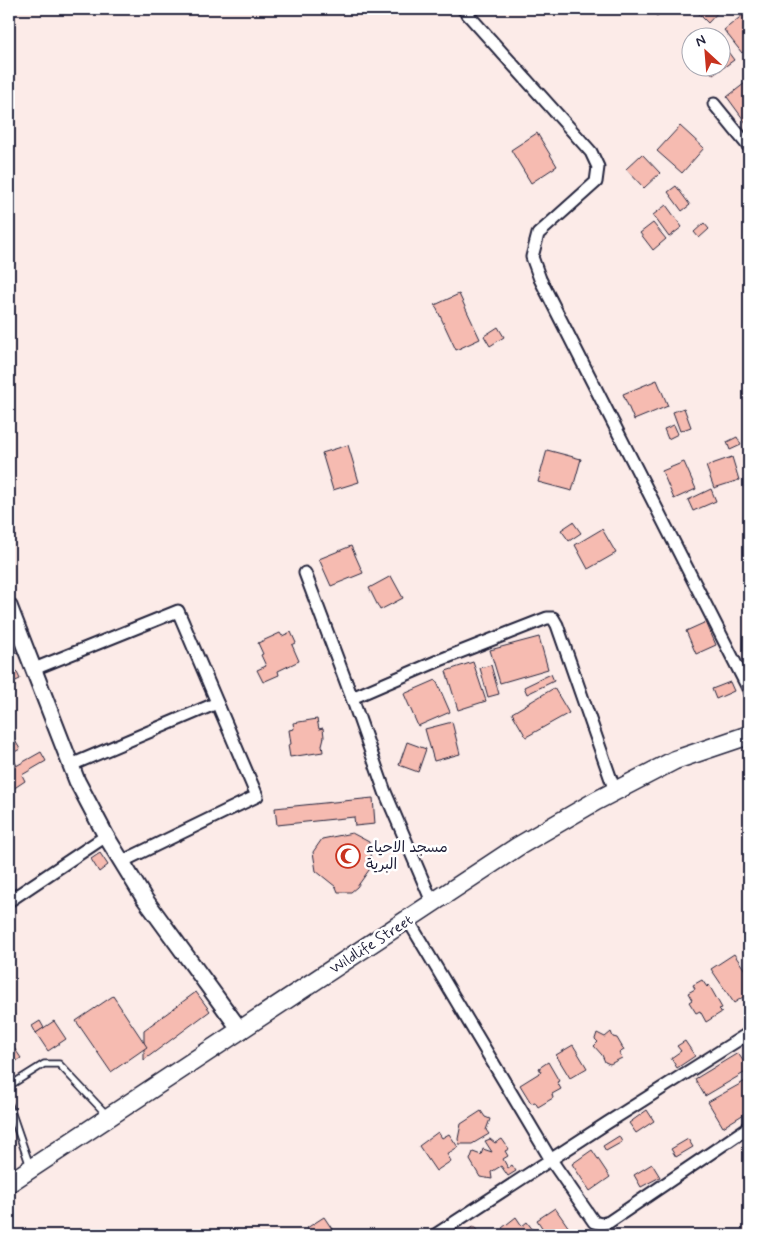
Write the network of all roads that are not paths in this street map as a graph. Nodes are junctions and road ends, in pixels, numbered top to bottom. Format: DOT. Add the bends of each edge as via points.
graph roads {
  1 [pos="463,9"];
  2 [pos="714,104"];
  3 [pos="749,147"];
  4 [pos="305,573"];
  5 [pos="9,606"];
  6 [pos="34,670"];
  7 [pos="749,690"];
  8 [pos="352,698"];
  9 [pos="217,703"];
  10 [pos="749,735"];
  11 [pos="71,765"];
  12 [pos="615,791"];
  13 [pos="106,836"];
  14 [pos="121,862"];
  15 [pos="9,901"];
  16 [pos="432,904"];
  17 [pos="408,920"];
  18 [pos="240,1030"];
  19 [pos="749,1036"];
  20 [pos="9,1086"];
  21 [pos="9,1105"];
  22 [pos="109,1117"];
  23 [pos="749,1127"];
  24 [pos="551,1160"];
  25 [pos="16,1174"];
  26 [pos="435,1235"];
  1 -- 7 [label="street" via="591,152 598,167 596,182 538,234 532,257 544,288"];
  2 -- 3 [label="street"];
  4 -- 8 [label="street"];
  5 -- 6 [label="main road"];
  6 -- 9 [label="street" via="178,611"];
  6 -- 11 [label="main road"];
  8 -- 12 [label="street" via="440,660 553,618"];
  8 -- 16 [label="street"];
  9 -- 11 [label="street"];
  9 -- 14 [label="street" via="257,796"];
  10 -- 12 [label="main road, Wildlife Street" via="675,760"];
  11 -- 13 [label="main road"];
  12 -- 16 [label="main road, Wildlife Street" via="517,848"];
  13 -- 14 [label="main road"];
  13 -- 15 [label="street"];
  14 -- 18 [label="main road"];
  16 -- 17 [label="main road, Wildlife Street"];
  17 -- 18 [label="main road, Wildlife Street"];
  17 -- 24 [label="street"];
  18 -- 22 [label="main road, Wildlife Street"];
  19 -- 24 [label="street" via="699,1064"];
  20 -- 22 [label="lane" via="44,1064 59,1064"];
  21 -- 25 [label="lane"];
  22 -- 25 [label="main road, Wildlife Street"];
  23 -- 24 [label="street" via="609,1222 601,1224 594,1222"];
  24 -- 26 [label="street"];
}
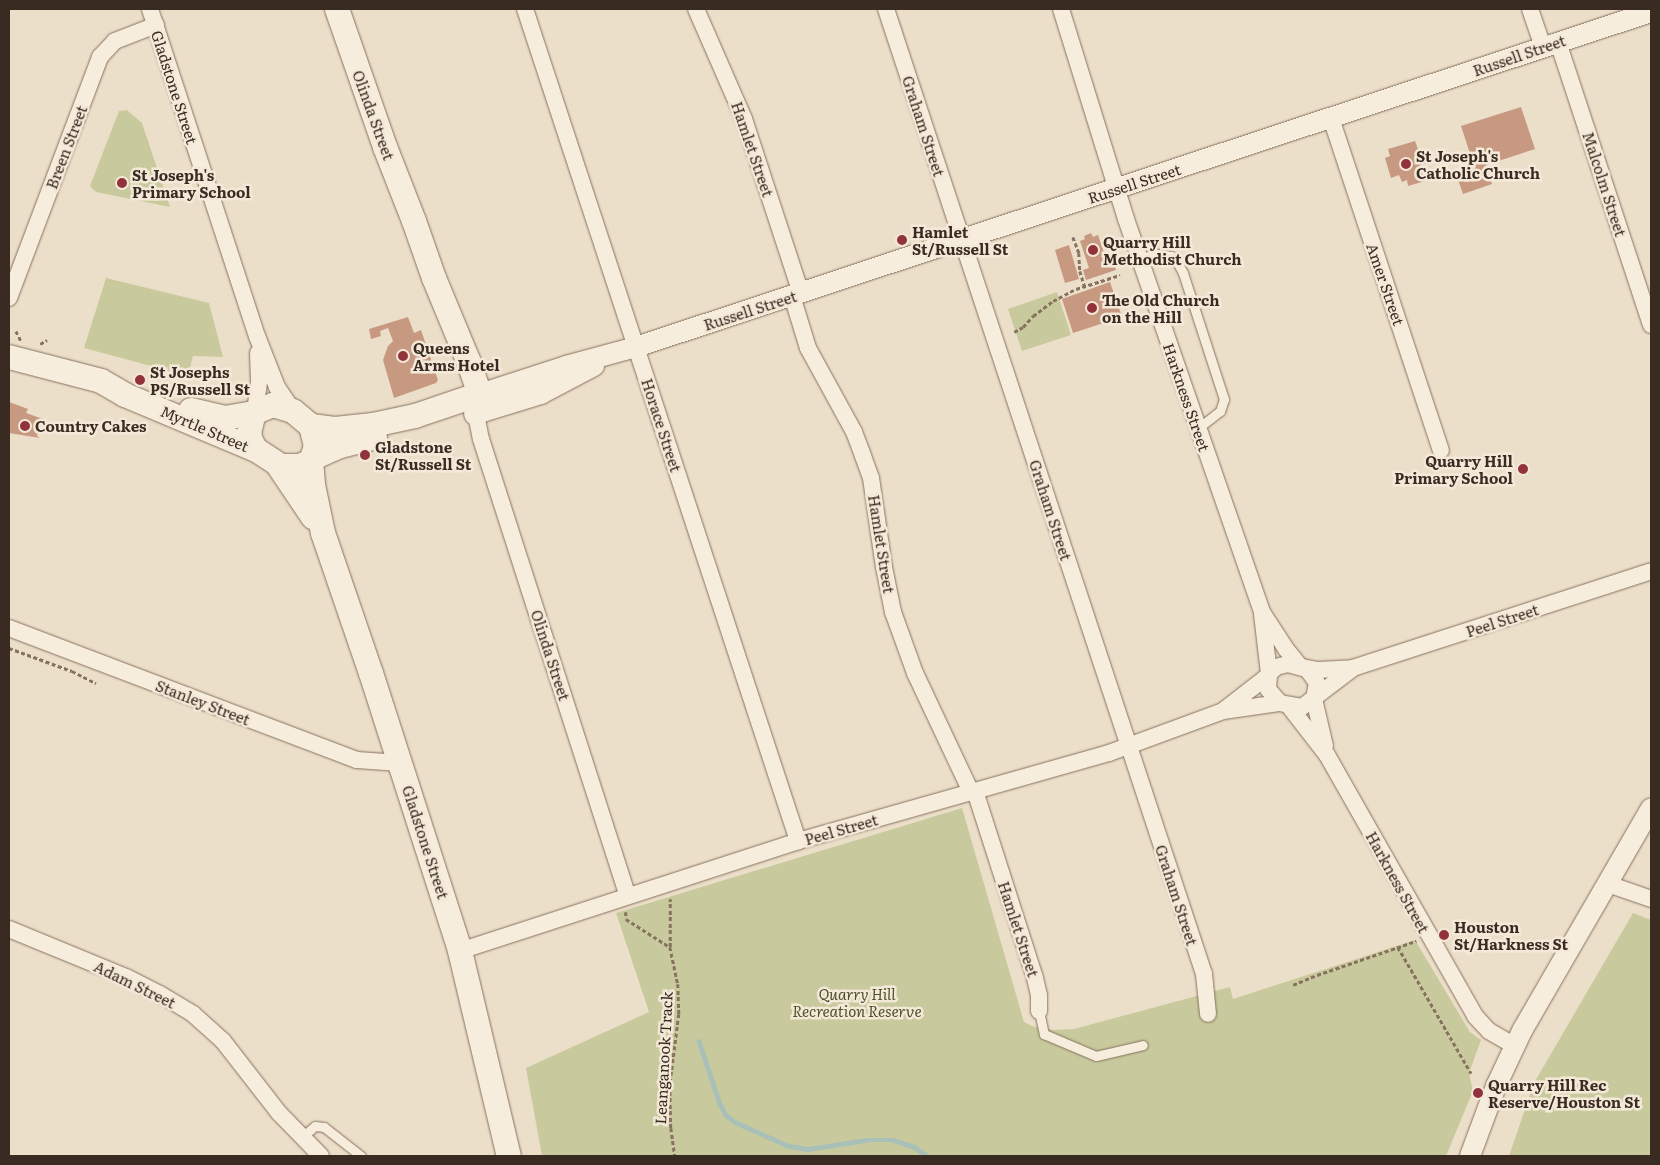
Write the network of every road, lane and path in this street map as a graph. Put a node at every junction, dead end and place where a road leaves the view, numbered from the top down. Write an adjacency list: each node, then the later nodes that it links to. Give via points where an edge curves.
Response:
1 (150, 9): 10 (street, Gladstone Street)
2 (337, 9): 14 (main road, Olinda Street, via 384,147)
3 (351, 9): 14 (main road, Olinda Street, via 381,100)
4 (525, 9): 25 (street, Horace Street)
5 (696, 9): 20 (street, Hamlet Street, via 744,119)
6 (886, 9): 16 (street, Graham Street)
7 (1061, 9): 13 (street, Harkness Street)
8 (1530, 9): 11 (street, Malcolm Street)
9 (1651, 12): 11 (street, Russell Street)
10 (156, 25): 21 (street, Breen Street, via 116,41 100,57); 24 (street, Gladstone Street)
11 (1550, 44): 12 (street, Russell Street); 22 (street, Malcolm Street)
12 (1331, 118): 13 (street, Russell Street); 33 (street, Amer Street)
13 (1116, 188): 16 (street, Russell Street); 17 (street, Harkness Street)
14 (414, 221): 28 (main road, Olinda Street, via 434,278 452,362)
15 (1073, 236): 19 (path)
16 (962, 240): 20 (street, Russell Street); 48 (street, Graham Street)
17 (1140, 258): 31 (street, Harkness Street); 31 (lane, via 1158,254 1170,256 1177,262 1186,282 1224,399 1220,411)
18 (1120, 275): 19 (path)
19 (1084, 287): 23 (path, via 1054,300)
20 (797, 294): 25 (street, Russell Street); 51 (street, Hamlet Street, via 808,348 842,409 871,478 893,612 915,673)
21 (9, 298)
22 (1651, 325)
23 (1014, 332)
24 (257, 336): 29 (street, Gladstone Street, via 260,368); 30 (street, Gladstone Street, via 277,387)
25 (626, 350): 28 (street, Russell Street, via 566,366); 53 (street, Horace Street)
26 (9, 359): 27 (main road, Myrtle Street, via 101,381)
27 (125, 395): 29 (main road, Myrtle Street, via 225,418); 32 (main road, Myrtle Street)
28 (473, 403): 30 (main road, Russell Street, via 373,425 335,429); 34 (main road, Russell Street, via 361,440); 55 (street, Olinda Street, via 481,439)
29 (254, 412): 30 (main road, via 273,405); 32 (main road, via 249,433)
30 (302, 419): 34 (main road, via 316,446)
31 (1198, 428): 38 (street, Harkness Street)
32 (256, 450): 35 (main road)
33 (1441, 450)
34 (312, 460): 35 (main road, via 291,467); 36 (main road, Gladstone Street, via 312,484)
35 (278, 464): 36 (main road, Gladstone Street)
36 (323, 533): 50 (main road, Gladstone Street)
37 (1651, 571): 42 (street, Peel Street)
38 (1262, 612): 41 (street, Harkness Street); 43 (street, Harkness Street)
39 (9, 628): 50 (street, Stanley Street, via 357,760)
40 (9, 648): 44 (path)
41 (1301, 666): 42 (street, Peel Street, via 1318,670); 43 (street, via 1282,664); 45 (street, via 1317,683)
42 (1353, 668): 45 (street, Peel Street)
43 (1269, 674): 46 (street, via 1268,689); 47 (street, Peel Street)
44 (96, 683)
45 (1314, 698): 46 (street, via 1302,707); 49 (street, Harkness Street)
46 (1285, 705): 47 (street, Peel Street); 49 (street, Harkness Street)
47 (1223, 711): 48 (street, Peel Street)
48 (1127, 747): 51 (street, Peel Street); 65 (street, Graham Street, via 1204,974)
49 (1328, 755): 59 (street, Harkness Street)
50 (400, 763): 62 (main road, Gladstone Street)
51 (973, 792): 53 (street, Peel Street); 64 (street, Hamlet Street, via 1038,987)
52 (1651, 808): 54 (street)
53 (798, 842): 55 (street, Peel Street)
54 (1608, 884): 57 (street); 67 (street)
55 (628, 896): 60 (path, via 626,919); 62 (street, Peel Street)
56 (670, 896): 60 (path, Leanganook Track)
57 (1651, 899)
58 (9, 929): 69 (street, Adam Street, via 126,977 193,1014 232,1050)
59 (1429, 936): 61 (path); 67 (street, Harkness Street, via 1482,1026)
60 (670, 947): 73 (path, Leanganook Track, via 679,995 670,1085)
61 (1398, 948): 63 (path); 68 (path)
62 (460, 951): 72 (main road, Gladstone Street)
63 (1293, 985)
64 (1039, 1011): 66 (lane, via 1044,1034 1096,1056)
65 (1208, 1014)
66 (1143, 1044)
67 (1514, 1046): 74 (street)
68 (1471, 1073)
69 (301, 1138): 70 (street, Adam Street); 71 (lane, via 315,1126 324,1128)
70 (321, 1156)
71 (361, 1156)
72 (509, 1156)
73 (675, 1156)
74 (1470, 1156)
┄┄┄┄┄┄┄┄┄┄┄┄┄┄┄┄┄┄┄┄
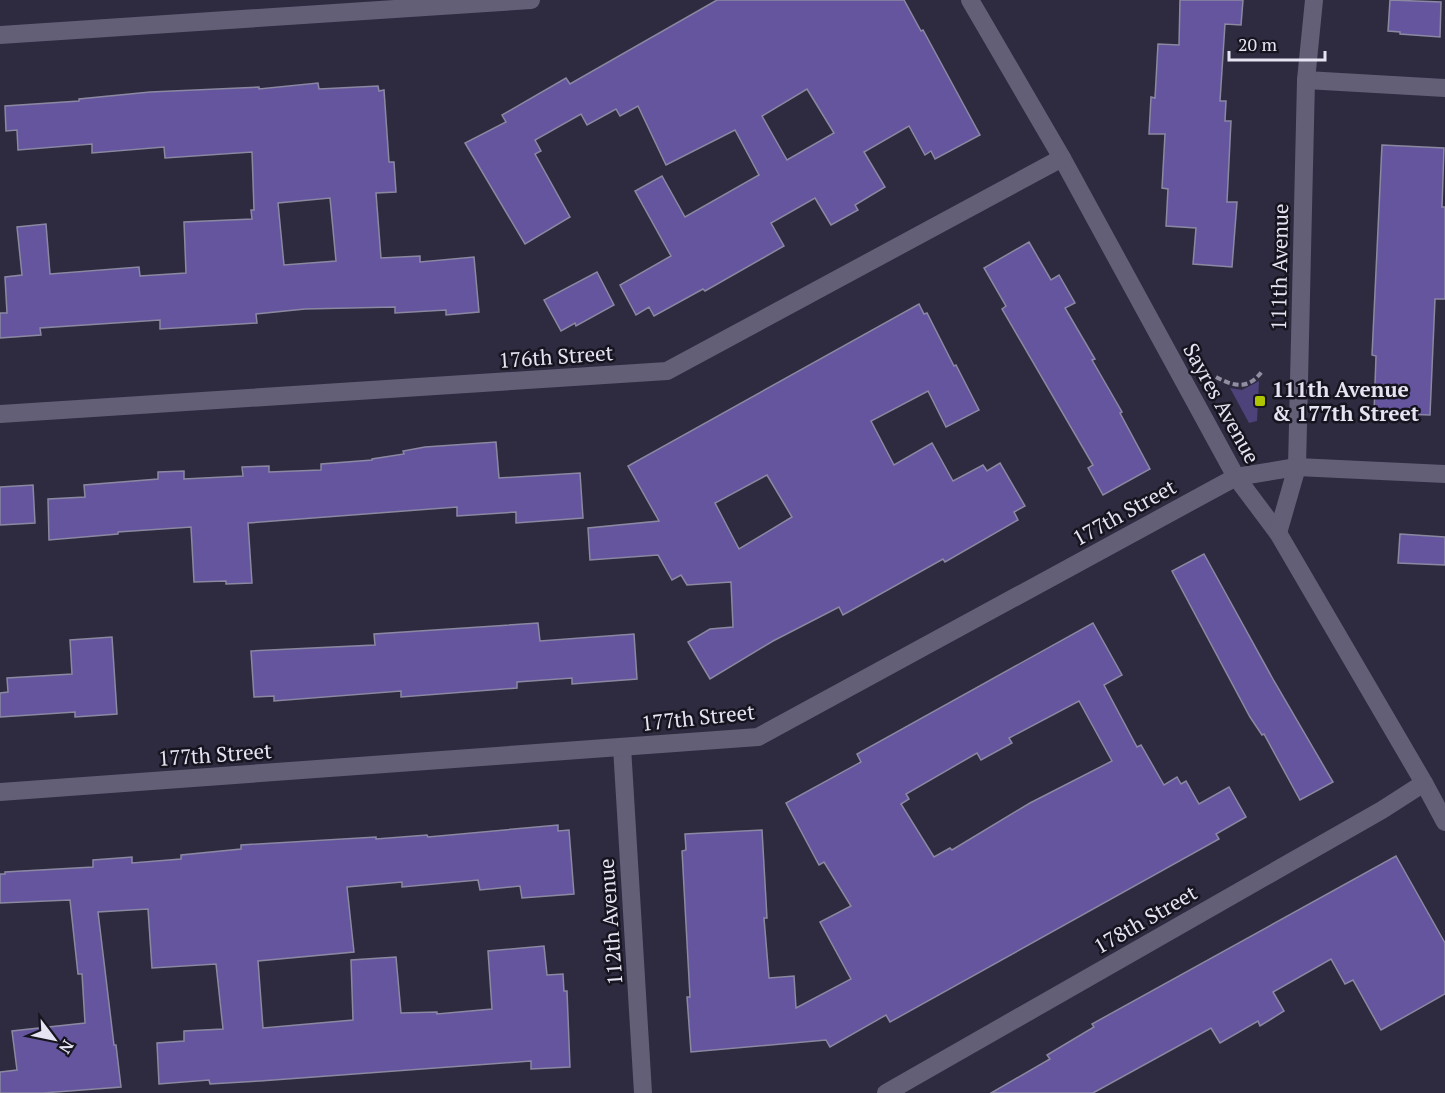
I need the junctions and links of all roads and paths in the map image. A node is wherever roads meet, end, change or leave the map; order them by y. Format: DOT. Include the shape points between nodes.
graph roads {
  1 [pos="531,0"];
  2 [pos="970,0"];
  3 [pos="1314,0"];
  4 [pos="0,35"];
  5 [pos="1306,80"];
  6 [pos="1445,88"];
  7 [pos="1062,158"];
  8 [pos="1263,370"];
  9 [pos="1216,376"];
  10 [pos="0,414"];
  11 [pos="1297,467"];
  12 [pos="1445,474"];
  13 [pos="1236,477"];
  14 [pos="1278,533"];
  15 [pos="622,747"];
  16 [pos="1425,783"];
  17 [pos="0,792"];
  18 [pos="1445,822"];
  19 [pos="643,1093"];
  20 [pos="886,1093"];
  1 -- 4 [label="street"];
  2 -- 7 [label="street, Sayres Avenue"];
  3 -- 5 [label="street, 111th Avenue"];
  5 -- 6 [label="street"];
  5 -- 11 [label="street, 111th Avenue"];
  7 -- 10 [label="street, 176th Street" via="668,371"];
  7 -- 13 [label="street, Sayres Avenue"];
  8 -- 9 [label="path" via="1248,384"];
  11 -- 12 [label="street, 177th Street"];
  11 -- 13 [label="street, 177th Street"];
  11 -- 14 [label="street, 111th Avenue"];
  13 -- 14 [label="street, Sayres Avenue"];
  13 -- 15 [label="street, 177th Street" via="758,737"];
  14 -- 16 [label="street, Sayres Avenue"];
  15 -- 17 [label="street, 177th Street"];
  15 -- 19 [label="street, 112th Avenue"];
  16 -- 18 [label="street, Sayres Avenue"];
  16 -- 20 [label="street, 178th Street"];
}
┄┄┄┄┄┄┄┄┄┄┄┄┄┄┄┄┄┄┄┄
*Brief*. Pick out each line above that includes "Adam" and show it.

*Solution*.
58 (9, 929): 69 (street, Adam Street, via 126,977 193,1014 232,1050)
69 (301, 1138): 70 (street, Adam Street); 71 (lane, via 315,1126 324,1128)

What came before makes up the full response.